Can you imagine what that scene would produce these days? Certainly sirens, possibly a SWAT Team and even front page news of "Crazed Kid Holding Squirrels Hostage, Tazed and in Custody."

When I got old enough to drive, my friends and I would often hunt before school, our shotguns mounted openly in the gun rack across the back window of the pick-up truck parked in the lot of Wilbur D. Mills High School.

It wasn't an issue, maybe because most people realized that we could have been involved in something far more nefarious than hunting and fishing.

Many of you remember those times. You lived them in either a rural or urban setting. But as noted, times have changed, so much so, that every so often we are reminded the number of hunters and fishermen are declining. Why wouldn't they?

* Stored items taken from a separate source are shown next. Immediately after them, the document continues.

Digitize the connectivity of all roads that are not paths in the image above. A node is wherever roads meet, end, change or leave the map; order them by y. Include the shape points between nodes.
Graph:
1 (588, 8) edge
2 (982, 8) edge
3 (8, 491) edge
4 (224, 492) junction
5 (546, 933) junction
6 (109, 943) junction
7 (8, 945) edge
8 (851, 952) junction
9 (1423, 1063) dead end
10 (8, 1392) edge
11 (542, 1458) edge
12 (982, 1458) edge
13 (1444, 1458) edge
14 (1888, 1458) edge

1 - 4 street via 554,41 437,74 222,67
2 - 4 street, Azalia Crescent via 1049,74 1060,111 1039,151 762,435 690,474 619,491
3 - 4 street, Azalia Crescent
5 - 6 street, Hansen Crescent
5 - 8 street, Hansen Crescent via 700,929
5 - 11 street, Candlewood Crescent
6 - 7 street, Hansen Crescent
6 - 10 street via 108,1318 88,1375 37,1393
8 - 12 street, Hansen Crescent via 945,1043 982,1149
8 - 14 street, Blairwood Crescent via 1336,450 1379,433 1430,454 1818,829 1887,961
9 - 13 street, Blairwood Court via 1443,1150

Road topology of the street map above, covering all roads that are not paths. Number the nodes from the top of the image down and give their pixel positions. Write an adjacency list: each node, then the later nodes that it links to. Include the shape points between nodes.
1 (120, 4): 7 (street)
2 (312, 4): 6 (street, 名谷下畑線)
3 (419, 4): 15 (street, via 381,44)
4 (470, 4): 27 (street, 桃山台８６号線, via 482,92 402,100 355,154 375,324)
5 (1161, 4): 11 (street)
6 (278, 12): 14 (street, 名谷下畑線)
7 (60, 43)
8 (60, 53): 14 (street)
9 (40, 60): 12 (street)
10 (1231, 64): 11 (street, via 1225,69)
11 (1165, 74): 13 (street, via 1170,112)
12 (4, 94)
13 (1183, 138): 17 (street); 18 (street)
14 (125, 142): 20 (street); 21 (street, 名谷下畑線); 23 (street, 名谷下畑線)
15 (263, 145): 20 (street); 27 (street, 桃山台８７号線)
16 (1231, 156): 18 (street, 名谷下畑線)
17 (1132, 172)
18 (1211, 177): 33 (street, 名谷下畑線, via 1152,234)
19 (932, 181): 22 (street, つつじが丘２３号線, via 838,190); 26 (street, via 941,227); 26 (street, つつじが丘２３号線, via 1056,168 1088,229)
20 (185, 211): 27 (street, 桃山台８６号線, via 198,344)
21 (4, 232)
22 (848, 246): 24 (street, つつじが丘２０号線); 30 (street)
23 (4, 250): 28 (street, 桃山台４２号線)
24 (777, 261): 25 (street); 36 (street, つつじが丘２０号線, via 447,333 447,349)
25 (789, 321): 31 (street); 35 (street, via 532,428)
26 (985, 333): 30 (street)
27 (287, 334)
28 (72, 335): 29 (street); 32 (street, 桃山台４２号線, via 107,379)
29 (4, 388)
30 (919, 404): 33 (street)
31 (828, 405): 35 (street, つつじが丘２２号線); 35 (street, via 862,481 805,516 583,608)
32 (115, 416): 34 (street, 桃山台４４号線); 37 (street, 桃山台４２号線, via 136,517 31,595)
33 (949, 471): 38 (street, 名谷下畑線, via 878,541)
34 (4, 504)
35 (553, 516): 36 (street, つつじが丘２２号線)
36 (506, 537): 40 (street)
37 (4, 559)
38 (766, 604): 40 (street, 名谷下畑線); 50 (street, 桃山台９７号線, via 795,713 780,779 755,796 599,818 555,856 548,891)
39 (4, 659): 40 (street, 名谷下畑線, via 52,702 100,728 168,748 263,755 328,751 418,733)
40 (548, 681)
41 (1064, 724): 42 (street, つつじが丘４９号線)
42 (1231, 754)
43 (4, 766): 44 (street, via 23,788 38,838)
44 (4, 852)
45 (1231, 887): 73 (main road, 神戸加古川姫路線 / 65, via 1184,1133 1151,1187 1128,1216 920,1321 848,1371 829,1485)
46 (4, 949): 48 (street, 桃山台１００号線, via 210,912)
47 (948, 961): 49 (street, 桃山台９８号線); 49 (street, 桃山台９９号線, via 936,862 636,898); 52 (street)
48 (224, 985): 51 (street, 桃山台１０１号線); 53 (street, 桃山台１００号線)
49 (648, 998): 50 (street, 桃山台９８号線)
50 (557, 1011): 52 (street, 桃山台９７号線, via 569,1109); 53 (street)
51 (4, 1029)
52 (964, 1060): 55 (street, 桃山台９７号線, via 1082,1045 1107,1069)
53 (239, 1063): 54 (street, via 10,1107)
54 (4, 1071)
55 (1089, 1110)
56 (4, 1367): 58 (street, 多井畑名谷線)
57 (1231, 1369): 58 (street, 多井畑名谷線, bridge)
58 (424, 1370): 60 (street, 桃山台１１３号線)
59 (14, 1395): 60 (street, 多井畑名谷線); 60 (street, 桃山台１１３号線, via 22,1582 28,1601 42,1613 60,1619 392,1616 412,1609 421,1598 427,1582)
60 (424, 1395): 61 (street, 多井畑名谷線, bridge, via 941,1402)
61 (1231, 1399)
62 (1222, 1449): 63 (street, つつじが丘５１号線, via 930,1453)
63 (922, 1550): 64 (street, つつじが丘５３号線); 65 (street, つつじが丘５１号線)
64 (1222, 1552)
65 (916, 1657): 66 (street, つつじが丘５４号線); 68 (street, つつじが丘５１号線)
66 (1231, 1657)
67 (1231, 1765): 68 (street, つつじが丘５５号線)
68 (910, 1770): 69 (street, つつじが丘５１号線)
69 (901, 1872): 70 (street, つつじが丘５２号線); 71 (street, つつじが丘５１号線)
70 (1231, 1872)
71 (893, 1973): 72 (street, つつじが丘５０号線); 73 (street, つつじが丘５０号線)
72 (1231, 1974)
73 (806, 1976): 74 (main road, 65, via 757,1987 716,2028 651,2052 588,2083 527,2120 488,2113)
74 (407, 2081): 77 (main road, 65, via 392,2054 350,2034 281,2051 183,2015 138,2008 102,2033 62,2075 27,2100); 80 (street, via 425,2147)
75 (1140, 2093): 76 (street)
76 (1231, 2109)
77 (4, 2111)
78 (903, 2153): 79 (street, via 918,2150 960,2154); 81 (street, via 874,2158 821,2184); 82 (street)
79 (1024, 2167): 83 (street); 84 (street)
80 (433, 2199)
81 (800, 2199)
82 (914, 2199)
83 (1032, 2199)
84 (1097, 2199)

Introduce a youngster to hunting this season

Everything in the outdoors has taken a back seat to the constant rushing around to after school activities, parents with two jobs, singe parent households, television and video games that have turned into baby sitters — you name the distraction.

In every part of society, those things have been proven to take away from the good things in life. Again, name the good thing that is suffering. For me my list includes hunting and fishing for all those youngsters, who like me, were born with the genetics that makes them want to walk through the woods or sit on a creek bank.

Luckily, as we grow older we can still do the good things in life, including hunt and fish.

This is a simple reminder, though, that as we continue to follow our pursuits, there are those much younger who want nothing more than to enjoy the things we love, but can't — simply because times have changed.

Maybe this season will be a good one to reach out to one of those kids, introduce him or her to some of the good things in life.